Could you show all lines in the entries below that contain the string "list"?

-- Dataset extract --
☆ ☆ ☆ ☆ ☆

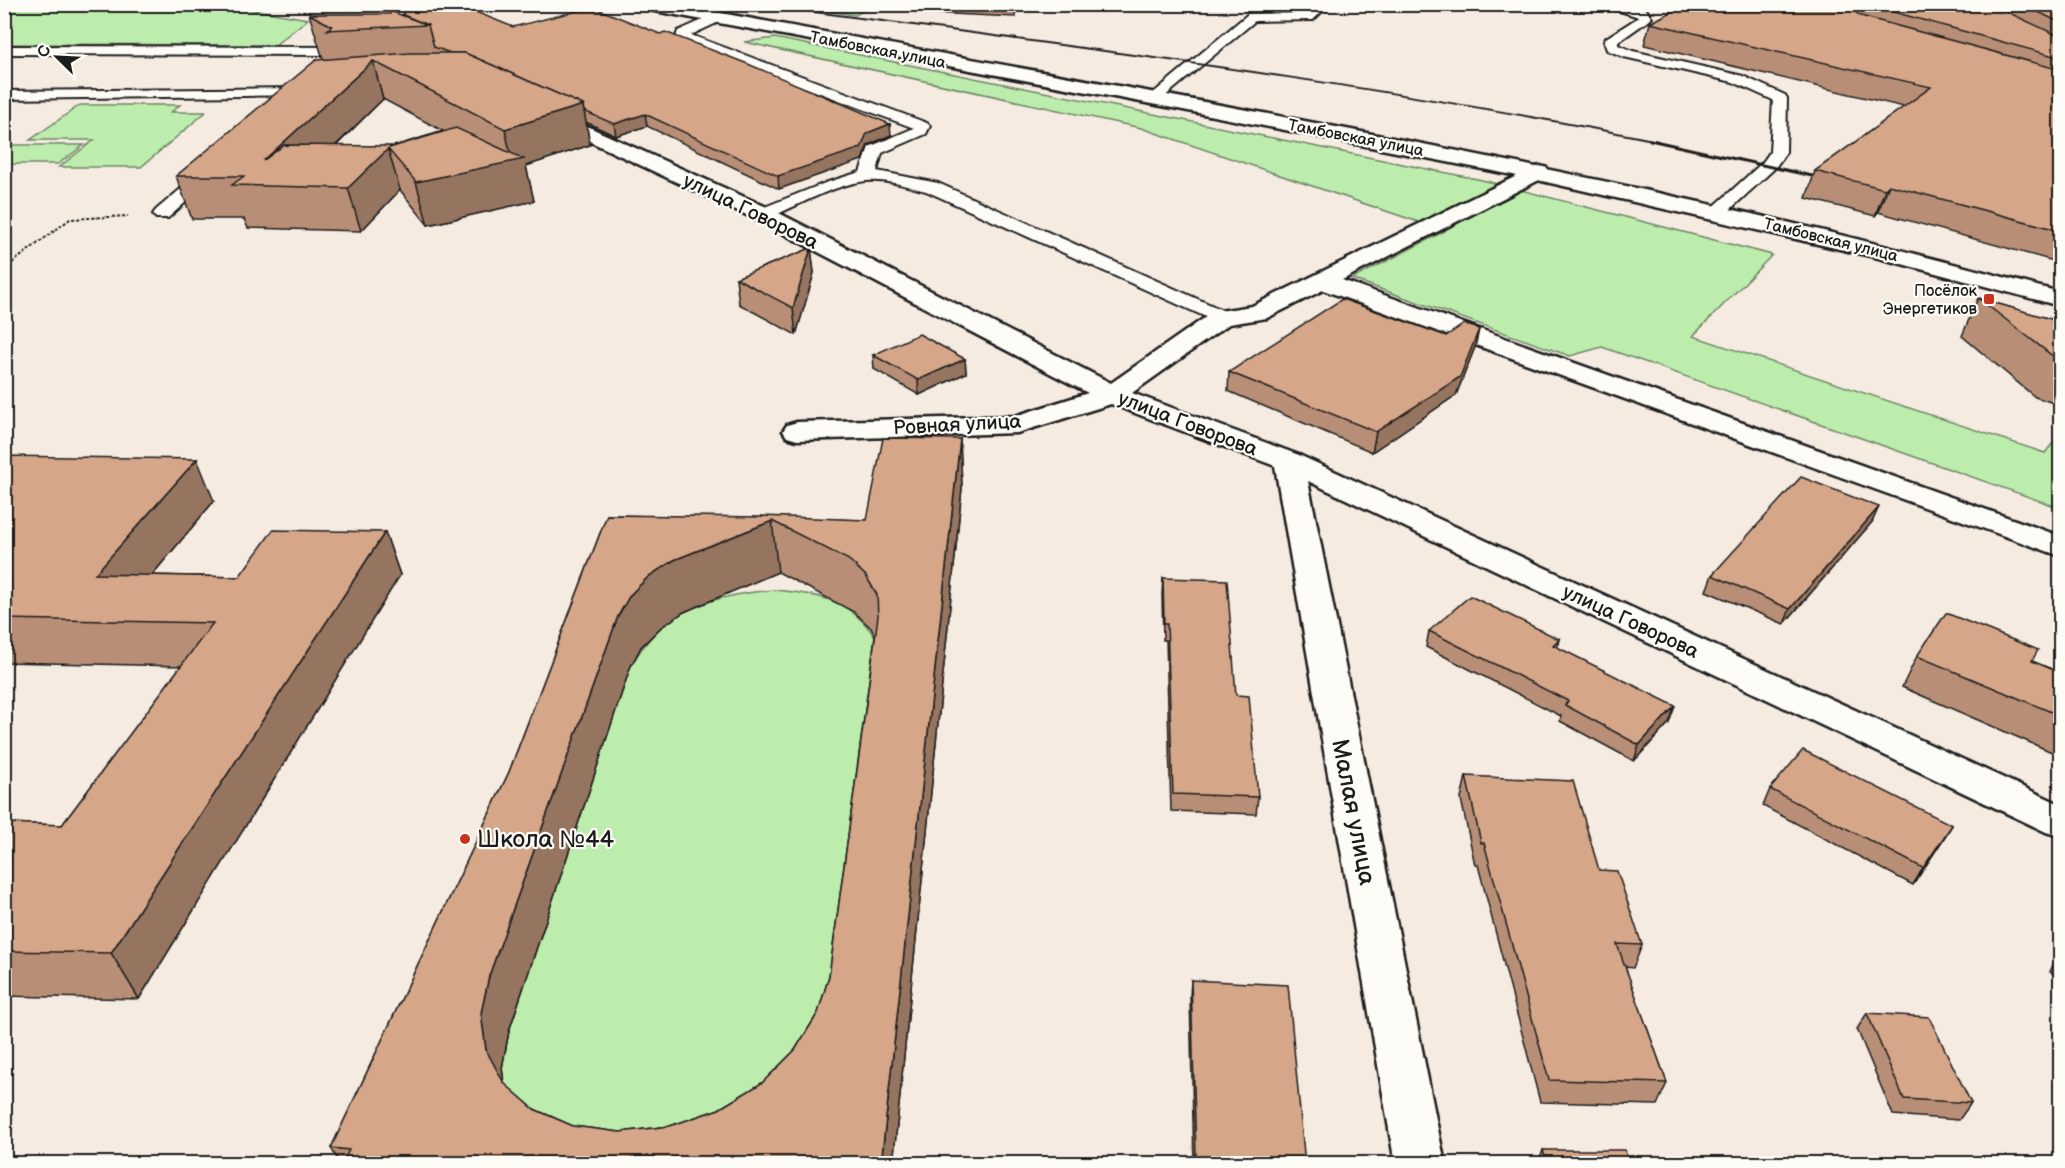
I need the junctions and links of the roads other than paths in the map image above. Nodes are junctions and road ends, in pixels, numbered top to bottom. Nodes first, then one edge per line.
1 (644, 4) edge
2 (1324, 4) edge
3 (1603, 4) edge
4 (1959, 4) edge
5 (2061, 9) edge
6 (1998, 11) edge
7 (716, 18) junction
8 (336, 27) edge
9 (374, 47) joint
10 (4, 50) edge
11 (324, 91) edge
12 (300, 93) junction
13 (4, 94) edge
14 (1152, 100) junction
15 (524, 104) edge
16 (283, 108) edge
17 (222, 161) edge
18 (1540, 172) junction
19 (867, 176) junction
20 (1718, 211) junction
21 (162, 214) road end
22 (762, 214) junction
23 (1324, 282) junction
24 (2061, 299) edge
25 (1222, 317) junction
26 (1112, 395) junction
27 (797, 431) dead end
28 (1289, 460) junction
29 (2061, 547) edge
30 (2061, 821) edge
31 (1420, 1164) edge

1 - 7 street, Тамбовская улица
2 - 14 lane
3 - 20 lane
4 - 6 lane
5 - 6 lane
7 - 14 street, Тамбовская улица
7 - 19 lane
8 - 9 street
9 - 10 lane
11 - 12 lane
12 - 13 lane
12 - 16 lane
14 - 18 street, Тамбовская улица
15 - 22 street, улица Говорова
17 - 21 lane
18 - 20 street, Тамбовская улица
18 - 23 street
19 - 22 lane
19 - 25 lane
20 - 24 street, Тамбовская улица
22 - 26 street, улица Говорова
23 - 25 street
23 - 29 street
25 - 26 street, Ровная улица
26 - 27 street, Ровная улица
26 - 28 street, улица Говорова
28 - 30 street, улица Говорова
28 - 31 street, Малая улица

☆ ☆ ☆ ☆ ☆

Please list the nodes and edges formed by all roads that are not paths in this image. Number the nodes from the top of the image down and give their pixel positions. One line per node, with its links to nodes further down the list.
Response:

☆ ☆ ☆ ☆ ☆

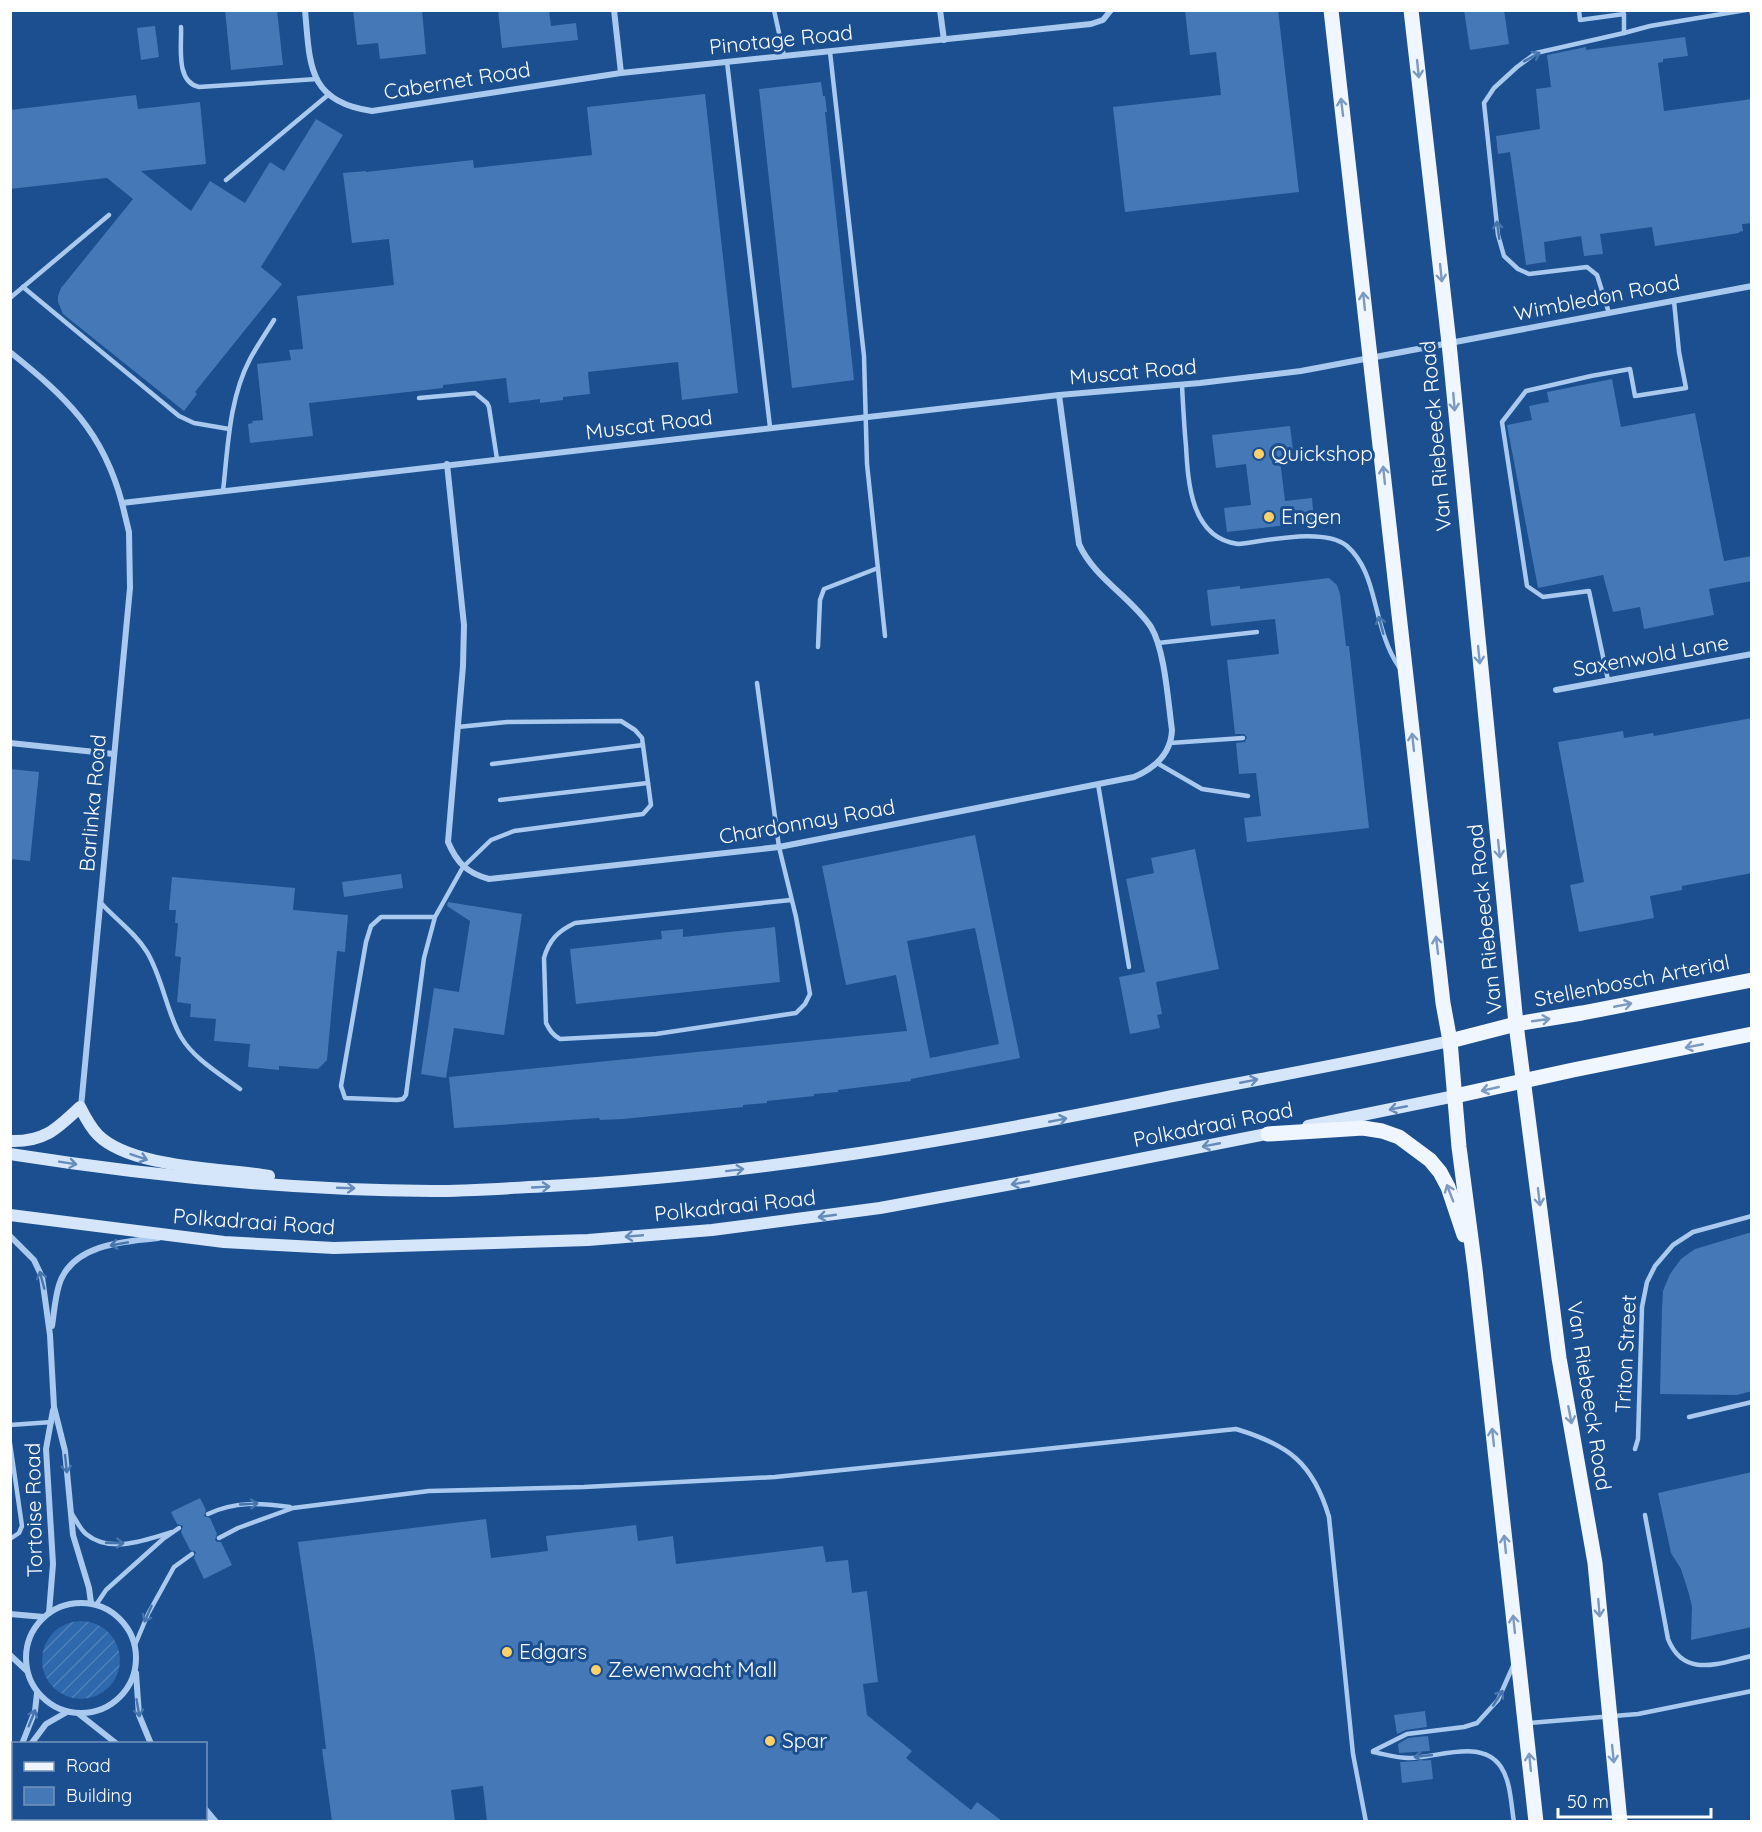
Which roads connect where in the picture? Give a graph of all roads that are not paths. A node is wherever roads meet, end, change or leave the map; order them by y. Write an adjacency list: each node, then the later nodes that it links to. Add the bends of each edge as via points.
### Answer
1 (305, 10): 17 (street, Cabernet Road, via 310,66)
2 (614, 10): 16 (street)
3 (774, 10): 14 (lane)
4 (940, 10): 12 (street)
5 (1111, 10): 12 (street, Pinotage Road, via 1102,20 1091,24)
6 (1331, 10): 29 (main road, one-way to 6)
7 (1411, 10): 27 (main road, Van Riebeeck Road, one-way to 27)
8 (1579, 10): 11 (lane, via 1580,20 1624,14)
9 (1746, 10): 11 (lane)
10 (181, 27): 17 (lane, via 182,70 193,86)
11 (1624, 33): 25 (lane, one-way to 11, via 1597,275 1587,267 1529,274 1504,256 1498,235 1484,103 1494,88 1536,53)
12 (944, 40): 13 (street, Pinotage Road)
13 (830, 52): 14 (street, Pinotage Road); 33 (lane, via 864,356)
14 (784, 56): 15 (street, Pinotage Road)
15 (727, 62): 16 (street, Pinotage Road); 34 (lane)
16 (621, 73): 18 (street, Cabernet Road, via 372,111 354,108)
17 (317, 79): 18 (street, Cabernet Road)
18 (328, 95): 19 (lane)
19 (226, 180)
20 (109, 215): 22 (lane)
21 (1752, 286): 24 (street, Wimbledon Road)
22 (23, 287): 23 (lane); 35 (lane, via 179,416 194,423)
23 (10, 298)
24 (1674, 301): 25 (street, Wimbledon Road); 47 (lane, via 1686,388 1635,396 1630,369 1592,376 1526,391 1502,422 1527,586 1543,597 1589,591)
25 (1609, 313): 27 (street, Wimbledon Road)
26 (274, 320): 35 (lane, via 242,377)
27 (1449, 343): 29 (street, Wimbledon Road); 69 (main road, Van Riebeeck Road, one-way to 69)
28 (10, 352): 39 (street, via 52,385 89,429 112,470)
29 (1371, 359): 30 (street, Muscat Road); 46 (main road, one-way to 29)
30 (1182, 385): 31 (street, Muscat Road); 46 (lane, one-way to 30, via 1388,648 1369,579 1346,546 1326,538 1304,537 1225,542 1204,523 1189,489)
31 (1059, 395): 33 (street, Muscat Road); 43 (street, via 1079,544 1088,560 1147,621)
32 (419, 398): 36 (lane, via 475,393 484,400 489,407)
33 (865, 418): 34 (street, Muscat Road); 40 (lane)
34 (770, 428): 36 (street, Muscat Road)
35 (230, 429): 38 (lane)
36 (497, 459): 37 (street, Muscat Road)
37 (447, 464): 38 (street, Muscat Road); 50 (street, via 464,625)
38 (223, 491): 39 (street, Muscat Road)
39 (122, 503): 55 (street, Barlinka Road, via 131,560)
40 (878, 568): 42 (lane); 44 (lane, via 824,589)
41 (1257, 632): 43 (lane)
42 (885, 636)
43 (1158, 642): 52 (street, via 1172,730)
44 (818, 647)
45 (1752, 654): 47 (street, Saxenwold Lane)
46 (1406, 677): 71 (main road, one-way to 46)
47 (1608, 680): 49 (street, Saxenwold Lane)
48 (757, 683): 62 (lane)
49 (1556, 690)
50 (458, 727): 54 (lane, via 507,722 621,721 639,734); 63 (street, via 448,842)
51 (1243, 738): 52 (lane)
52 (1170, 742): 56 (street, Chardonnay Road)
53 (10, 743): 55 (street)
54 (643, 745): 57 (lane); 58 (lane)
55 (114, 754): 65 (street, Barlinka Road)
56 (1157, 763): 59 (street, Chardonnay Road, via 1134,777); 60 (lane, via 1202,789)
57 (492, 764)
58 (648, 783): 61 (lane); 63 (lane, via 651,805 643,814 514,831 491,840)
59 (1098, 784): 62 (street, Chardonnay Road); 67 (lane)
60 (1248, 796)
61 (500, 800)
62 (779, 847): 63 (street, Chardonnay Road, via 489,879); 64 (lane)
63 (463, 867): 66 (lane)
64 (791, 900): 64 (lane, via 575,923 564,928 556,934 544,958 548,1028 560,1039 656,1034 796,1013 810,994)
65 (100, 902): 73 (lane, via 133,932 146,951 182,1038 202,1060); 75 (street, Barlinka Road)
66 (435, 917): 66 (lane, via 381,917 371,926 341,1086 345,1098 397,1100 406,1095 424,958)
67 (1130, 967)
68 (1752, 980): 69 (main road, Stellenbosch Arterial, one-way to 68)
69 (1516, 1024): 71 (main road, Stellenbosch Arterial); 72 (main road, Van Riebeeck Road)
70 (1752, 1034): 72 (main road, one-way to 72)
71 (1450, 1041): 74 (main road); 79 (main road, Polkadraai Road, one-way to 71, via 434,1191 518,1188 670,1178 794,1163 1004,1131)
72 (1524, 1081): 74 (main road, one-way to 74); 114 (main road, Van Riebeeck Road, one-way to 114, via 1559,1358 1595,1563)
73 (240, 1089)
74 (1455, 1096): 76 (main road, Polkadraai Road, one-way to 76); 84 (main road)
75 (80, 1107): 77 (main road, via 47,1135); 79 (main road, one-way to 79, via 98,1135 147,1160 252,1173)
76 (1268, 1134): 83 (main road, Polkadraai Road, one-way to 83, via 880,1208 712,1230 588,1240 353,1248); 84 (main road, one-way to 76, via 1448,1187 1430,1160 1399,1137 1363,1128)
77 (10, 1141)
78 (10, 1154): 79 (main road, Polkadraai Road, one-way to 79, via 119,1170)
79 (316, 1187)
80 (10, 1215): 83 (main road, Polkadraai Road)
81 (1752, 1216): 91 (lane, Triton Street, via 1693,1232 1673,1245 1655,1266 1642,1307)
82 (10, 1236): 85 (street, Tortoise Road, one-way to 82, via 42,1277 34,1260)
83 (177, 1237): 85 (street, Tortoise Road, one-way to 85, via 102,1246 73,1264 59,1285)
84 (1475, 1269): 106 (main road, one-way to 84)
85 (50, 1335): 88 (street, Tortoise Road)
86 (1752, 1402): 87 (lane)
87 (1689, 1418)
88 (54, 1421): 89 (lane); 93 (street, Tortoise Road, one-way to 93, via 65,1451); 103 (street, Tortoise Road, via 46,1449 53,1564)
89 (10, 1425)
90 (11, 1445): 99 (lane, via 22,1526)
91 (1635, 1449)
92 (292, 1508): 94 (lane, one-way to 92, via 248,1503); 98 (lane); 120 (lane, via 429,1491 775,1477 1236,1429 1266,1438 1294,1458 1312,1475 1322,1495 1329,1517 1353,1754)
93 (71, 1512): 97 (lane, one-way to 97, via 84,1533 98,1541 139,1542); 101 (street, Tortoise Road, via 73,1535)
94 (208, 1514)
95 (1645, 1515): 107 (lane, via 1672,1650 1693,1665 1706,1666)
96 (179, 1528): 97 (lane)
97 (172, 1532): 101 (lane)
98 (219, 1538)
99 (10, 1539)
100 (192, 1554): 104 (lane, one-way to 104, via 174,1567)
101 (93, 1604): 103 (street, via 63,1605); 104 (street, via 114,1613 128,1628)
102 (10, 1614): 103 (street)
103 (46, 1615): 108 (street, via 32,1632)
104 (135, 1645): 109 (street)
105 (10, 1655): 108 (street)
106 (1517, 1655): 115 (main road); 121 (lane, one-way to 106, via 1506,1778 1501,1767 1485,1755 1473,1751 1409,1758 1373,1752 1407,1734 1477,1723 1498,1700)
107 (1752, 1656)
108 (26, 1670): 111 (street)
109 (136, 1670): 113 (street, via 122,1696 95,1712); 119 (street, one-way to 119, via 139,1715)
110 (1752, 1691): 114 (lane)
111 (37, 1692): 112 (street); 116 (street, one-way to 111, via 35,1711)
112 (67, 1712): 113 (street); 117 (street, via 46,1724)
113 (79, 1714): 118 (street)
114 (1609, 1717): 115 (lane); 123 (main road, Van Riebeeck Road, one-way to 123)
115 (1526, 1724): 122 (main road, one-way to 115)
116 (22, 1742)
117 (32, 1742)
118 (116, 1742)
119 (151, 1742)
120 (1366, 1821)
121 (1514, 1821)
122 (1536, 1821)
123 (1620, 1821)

☆ ☆ ☆ ☆ ☆

-- Task solution --
Please list the nodes and edges formed by all roads that are not paths in this image. Number the nodes from the top of the image down and give their pixel positions. One line per node, with its links to nodes further down the list.
Which roads connect where in the picture? Give a graph of all roads that are not paths. A node is wherever roads meet, end, change or leave the map; order them by y. Write an adjacency list: each node, then the later nodes that it links to. Add the bends of each edge as via points.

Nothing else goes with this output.